Using the data that follows, state the number of lines holding the word "node", and give no other output.

Stored data:
=== Begin Enclosure ===
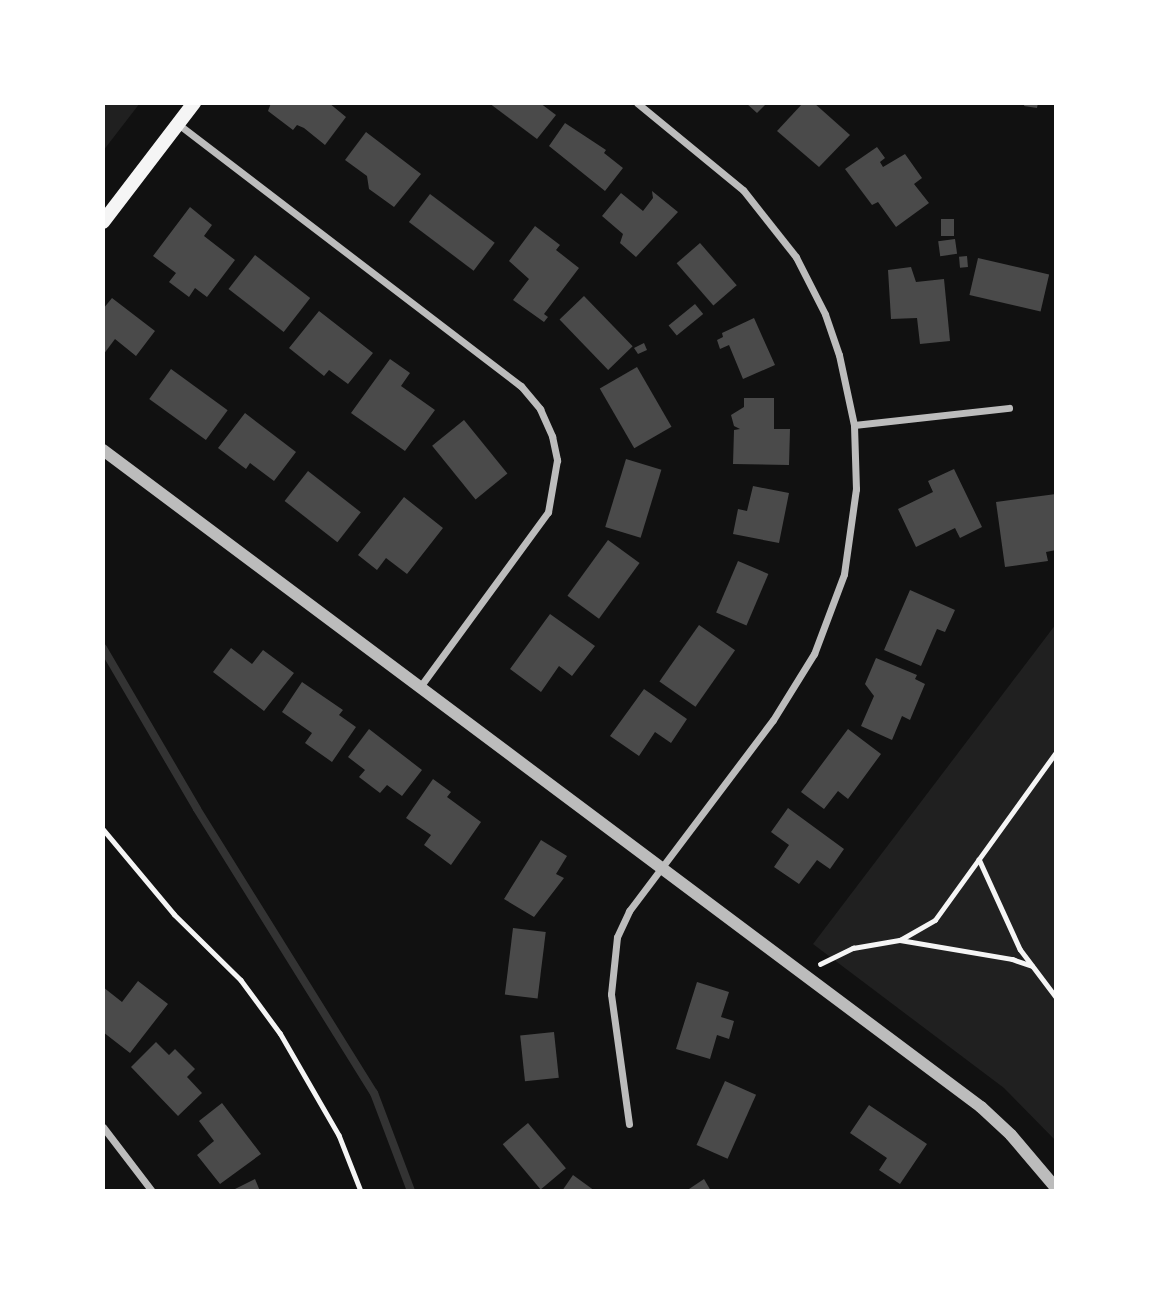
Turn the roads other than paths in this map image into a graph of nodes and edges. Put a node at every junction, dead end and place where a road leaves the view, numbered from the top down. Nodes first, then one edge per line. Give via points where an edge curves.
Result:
1 (194, 103) edge
2 (637, 103) edge
3 (178, 124) junction
4 (103, 222) edge
5 (1009, 408) dead end
6 (854, 425) junction
7 (103, 450) edge
8 (420, 687) junction
9 (661, 867) junction
10 (629, 1124) dead end
11 (103, 1127) edge
12 (1056, 1188) edge
13 (152, 1191) edge

1 - 3 main road
2 - 6 street via 743,190 796,257 832,334
3 - 4 main road
3 - 8 street via 521,386 540,410 552,436 557,460 548,512
5 - 6 street
6 - 9 street via 852,532 831,615 793,691
7 - 8 street
8 - 9 street
9 - 10 street via 629,911 611,965
9 - 12 street via 981,1107 1012,1135
11 - 13 street

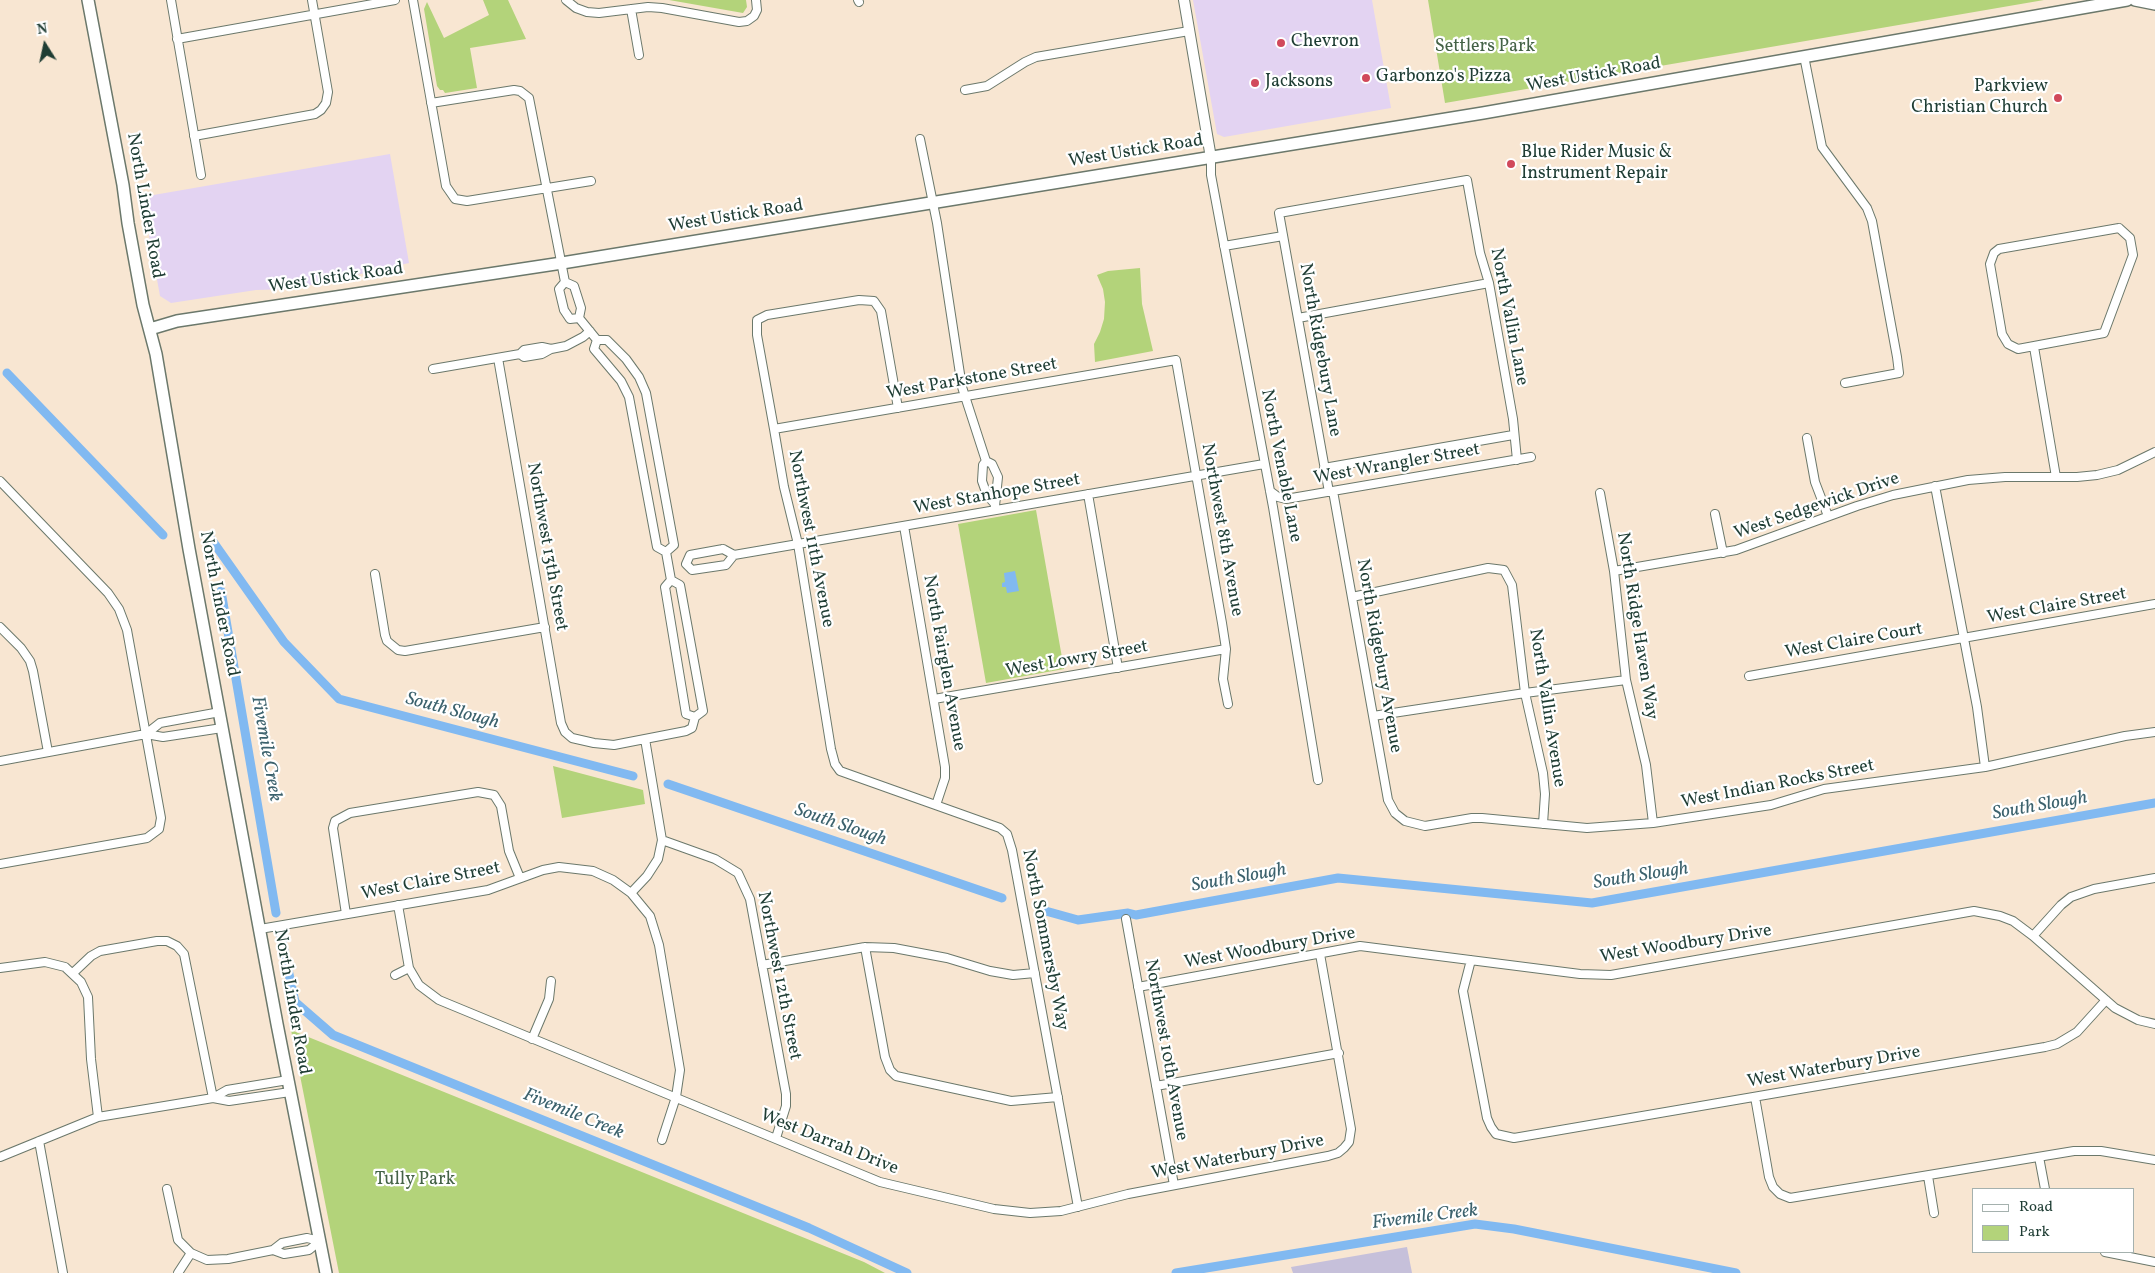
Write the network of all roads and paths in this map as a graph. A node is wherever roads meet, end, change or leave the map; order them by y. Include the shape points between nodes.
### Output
1 (88, 0) edge
2 (171, 0) edge
3 (312, 0) edge
4 (395, 0) edge
5 (413, 0) edge
6 (566, 0) edge
7 (756, 0) edge
8 (1184, 0) edge
9 (2127, 0) edge
10 (2135, 0) edge
11 (2155, 4) edge
12 (631, 9) junction
13 (314, 15) junction
14 (1189, 31) junction
15 (177, 39) junction
16 (639, 55) dead end
17 (1804, 56) junction
18 (965, 90) dead end
19 (431, 103) junction
20 (194, 136) junction
21 (920, 139) dead end
22 (1211, 158) junction
23 (200, 175) dead end
24 (591, 181) dead end
25 (547, 188) junction
26 (932, 203) junction
27 (1279, 213) joint
28 (1283, 236) junction
29 (1224, 246) junction
30 (562, 263) junction
31 (566, 282) junction
32 (1489, 283) junction
33 (579, 318) junction
34 (1298, 318) junction
35 (150, 329) junction
36 (590, 331) junction
37 (597, 340) junction
38 (2034, 347) junction
39 (498, 358) junction
40 (1176, 360) joint
41 (433, 369) dead end
42 (1845, 383) dead end
43 (965, 397) junction
44 (898, 408) junction
45 (774, 429) junction
46 (1513, 435) junction
47 (1807, 438) dead end
48 (2155, 452) edge
49 (1531, 457) dead end
50 (1517, 460) junction
51 (986, 461) junction
52 (1264, 464) junction
53 (1324, 468) junction
54 (1196, 476) junction
55 (2056, 477) junction
56 (0, 481) edge
57 (1935, 486) junction
58 (1270, 491) junction
59 (1331, 491) junction
60 (1600, 493) dead end
61 (1088, 494) junction
62 (995, 507) junction
63 (1715, 514) dead end
64 (1828, 516) junction
65 (904, 526) junction
66 (798, 544) junction
67 (666, 552) junction
68 (1723, 553) junction
69 (734, 555) junction
70 (686, 564) junction
71 (669, 567) junction
72 (1614, 572) junction
73 (375, 574) dead end
74 (671, 580) junction
75 (1352, 597) junction
76 (2155, 604) edge
77 (0, 626) edge
78 (545, 627) junction
79 (1964, 638) junction
80 (1226, 649) junction
81 (1118, 668) junction
82 (1749, 676) dead end
83 (1626, 680) junction
84 (1525, 692) junction
85 (934, 699) junction
86 (1228, 704) dead end
87 (220, 712) junction
88 (1373, 716) junction
89 (695, 717) junction
90 (222, 728) junction
91 (2155, 732) edge
92 (146, 734) junction
93 (645, 739) junction
94 (48, 752) junction
95 (0, 761) edge
96 (836, 764) joint
97 (1985, 767) junction
98 (1318, 780) dead end
99 (936, 804) junction
100 (1405, 821) joint
101 (1653, 823) junction
102 (1543, 824) junction
103 (662, 840) junction
104 (0, 864) edge
105 (520, 878) junction
106 (2155, 878) edge
107 (631, 893) junction
108 (398, 906) junction
109 (346, 914) junction
110 (1126, 920) dead end
111 (260, 929) junction
112 (2033, 936) junction
113 (865, 947) junction
114 (1320, 954) junction
115 (1471, 960) junction
116 (762, 965) junction
117 (0, 968) edge
118 (409, 968) junction
119 (74, 973) junction
120 (1035, 973) junction
121 (395, 976) dead end
122 (552, 981) dead end
123 (1138, 987) junction
124 (2106, 1000) junction
125 (2155, 1024) edge
126 (532, 1039) junction
127 (1339, 1053) junction
128 (288, 1080) junction
129 (1156, 1086) junction
130 (290, 1092) junction
131 (676, 1097) junction
132 (1058, 1097) junction
133 (1755, 1097) junction
134 (213, 1098) junction
135 (98, 1116) junction
136 (776, 1138) junction
137 (662, 1140) dead end
138 (39, 1141) junction
139 (2039, 1157) junction
140 (0, 1158) edge
141 (2155, 1160) edge
142 (1928, 1176) junction
143 (1174, 1185) junction
144 (2045, 1188) edge
145 (167, 1189) dead end
146 (1128, 1194) joint
147 (1078, 1208) junction
148 (1934, 1213) dead end
149 (320, 1241) junction
150 (272, 1250) junction
151 (191, 1253) junction
152 (2110, 1253) edge
153 (2155, 1262) edge
154 (63, 1273) edge
155 (178, 1273) edge
156 (326, 1273) edge

1 - 35 main road, North Linder Road
2 - 15 street
3 - 13 street
4 - 13 street
5 - 19 street
6 - 12 street via 576,8 599,13
7 - 12 street via 754,16 739,22 662,8
8 - 14 street
9 - 17 main road, West Ustick Road
10 - 11 main road
12 - 16 street
13 - 15 street
13 - 20 street via 328,92 322,110 315,114
14 - 18 street via 1036,58 987,86
14 - 22 street
15 - 20 street
17 - 22 main road, West Ustick Road
17 - 42 street via 1822,147 1867,208 1872,221 1899,373
19 - 25 street via 446,186 455,199
19 - 25 street via 514,90 526,94 531,103
20 - 23 street
21 - 26 street
22 - 26 main road, West Ustick Road
22 - 29 street, North Venable Lane
24 - 25 street
25 - 30 street
26 - 30 main road, West Ustick Road
26 - 43 street
27 - 28 street, North Ridgebury Lane
27 - 32 street, North Vallin Lane via 1468,180 1480,253
28 - 29 street
28 - 34 street, North Ridgebury Lane
29 - 52 street, North Venable Lane
30 - 31 street
30 - 35 main road, West Ustick Road via 187,320
31 - 33 street via 574,286 581,308
31 - 33 street via 559,289 564,310 570,319
32 - 34 street
32 - 46 street, North Vallin Lane
33 - 36 street
34 - 53 street, North Ridgebury Lane
35 - 87 main road, North Linder Road
36 - 37 street
36 - 39 street via 566,346 542,354
37 - 67 street via 594,349 621,381 629,397 657,547
37 - 67 street via 607,340 626,360 646,393 674,544
38 - 38 street via 2104,333 2133,255 2130,238 2119,228 1999,249 1994,253 1990,264 2002,334 2008,344 2018,349
38 - 55 street
39 - 41 street
39 - 78 street, Northwest 13th Street
40 - 43 street, West Parkstone Street
40 - 54 street, Northwest 8th Avenue
43 - 44 street, West Parkstone Street
43 - 51 street
44 - 45 street, West Parkstone Street
44 - 45 street, Northwest 11th Avenue via 881,311 874,301 859,300 768,314 757,320 757,335
45 - 66 street, Northwest 11th Avenue
46 - 50 street, North Vallin Lane
46 - 53 street
47 - 64 street via 1815,482
48 - 55 street, West Sedgewick Drive via 2108,473
49 - 50 street, West Wrangler Street
50 - 59 street, West Wrangler Street
51 - 62 street via 982,481
51 - 62 street via 992,464 998,477
52 - 54 street, West Stanhope Street
52 - 58 street, North Venable Lane
53 - 59 street, North Ridgebury Lane
54 - 61 street, West Stanhope Street
54 - 80 street, Northwest 8th Avenue
55 - 57 street, West Sedgewick Drive via 2005,477
56 - 92 street via 108,593 119,610 127,630
57 - 64 street, West Sedgewick Drive via 1884,497
57 - 79 street
58 - 59 street, West Wrangler Street via 1286,499
58 - 98 street, North Venable Lane
59 - 75 street, North Ridgebury Avenue
60 - 72 street, North Ridge Haven Way
61 - 62 street, West Stanhope Street
61 - 81 street
62 - 65 street, West Stanhope Street
63 - 68 street, West Sedgewick Drive
64 - 68 street, West Sedgewick Drive via 1746,548
65 - 66 street, West Stanhope Street
65 - 85 street, North Fairglen Avenue
66 - 69 street, West Stanhope Street
66 - 96 street, Northwest 11th Avenue
67 - 71 street
68 - 72 street, West Sedgewick Drive
69 - 70 street, West Stanhope Street via 726,565 692,570
69 - 70 street, West Stanhope Street via 723,549 690,555
70 - 71 street, West Stanhope Street
71 - 74 street
72 - 83 street, North Ridge Haven Way
73 - 78 street via 385,635 392,647 405,651
74 - 89 street via 664,587 686,714
74 - 89 street via 680,585 703,711
75 - 84 street, North Vallin Avenue via 1488,568 1504,570 1512,585
75 - 88 street, North Ridgebury Avenue
76 - 79 street, West Claire Street
77 - 94 street via 30,661
78 - 93 street, Northwest 13th Street via 565,732 572,738 594,743 614,744
79 - 82 street, West Claire Court
79 - 97 street
80 - 81 street, West Lowry Street
80 - 86 street, Northwest 8th Avenue via 1223,679
81 - 85 street, West Lowry Street
83 - 84 street
83 - 101 street, North Ridge Haven Way via 1646,765
84 - 88 street
84 - 102 street, North Vallin Avenue via 1543,773
85 - 99 street, North Fairglen Avenue via 945,767 945,778
87 - 90 main road, North Linder Road
87 - 92 street via 160,723
88 - 100 street, North Ridgebury Avenue via 1388,800 1394,813
89 - 93 street via 692,728 686,731
90 - 92 street via 163,738
90 - 111 main road, North Linder Road
91 - 97 street, West Indian Rocks Street
92 - 94 street
92 - 104 street via 161,818 159,830 147,838
93 - 103 street
94 - 95 street
96 - 99 street, North Sommersby Way via 840,771
97 - 101 street, West Indian Rocks Street via 1824,789 1771,805
99 - 120 street, North Sommersby Way via 1000,828 1006,834 1012,850
100 - 102 street, West Indian Rocks Street via 1425,826 1472,818
101 - 102 street, West Indian Rocks Street via 1587,828
103 - 107 street via 658,859
103 - 116 street, Northwest 12th Street via 715,859 738,873 750,899
105 - 107 street, West Claire Street via 559,867 575,868 593,871
105 - 108 street, West Claire Street via 488,890
105 - 109 street via 494,795 478,792 350,813 335,821 332,835
106 - 112 street via 2094,889 2071,897
107 - 131 street via 650,916 659,945 680,1070
108 - 109 street, West Claire Street
108 - 118 street, West Darrah Drive
109 - 111 street, West Claire Street
110 - 123 street, Northwest 10th Avenue
111 - 128 main road, North Linder Road
112 - 115 street, West Woodbury Drive via 2013,921 1974,911 1611,975
112 - 124 street, West Woodbury Drive
113 - 116 street
113 - 120 street via 894,948 947,958 1012,975
113 - 132 street via 884,1057 896,1076 1012,1101
114 - 115 street, West Woodbury Drive via 1360,946
114 - 123 street, West Woodbury Drive
114 - 127 street
115 - 133 street, West Waterbury Drive via 1462,991 1487,1118 1496,1134 1514,1138
116 - 136 street, Northwest 12th Street via 786,1094 786,1106
117 - 119 street via 45,962
118 - 121 street
118 - 126 street, West Darrah Drive via 419,985 439,1000
119 - 134 street via 100,951 157,941 177,946 184,954
119 - 135 street via 88,997 90,1059
120 - 132 street, North Sommersby Way
122 - 126 street via 549,998
123 - 129 street, Northwest 10th Avenue
124 - 125 street via 2126,1015
124 - 133 street, West Waterbury Drive via 2077,1032 2057,1044
126 - 131 street, West Darrah Drive
127 - 129 street
127 - 143 street, West Waterbury Drive via 1351,1129 1349,1142 1338,1153
128 - 130 main road, North Linder Road
128 - 134 street via 227,1090
129 - 143 street, Northwest 10th Avenue
130 - 134 street via 229,1101
130 - 149 main road, North Linder Road
131 - 136 street, West Darrah Drive
131 - 137 street
132 - 147 street, North Sommersby Way
133 - 142 street via 1769,1177 1780,1194 1790,1198
134 - 135 street
135 - 138 street
136 - 147 street, West Darrah Drive via 880,1182 940,1198 1030,1213
138 - 140 street
138 - 154 street
139 - 141 street via 2091,1151
139 - 142 street
139 - 144 street
142 - 148 street
143 - 146 street, West Waterbury Drive
145 - 151 street via 178,1240
146 - 147 street, West Darrah Drive
149 - 150 street via 308,1238 294,1240
149 - 150 street via 309,1250 284,1254
149 - 156 main road, North Linder Road
150 - 151 street via 221,1260 208,1260
151 - 155 street
152 - 153 street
=== End Enclosure ===
Response: 2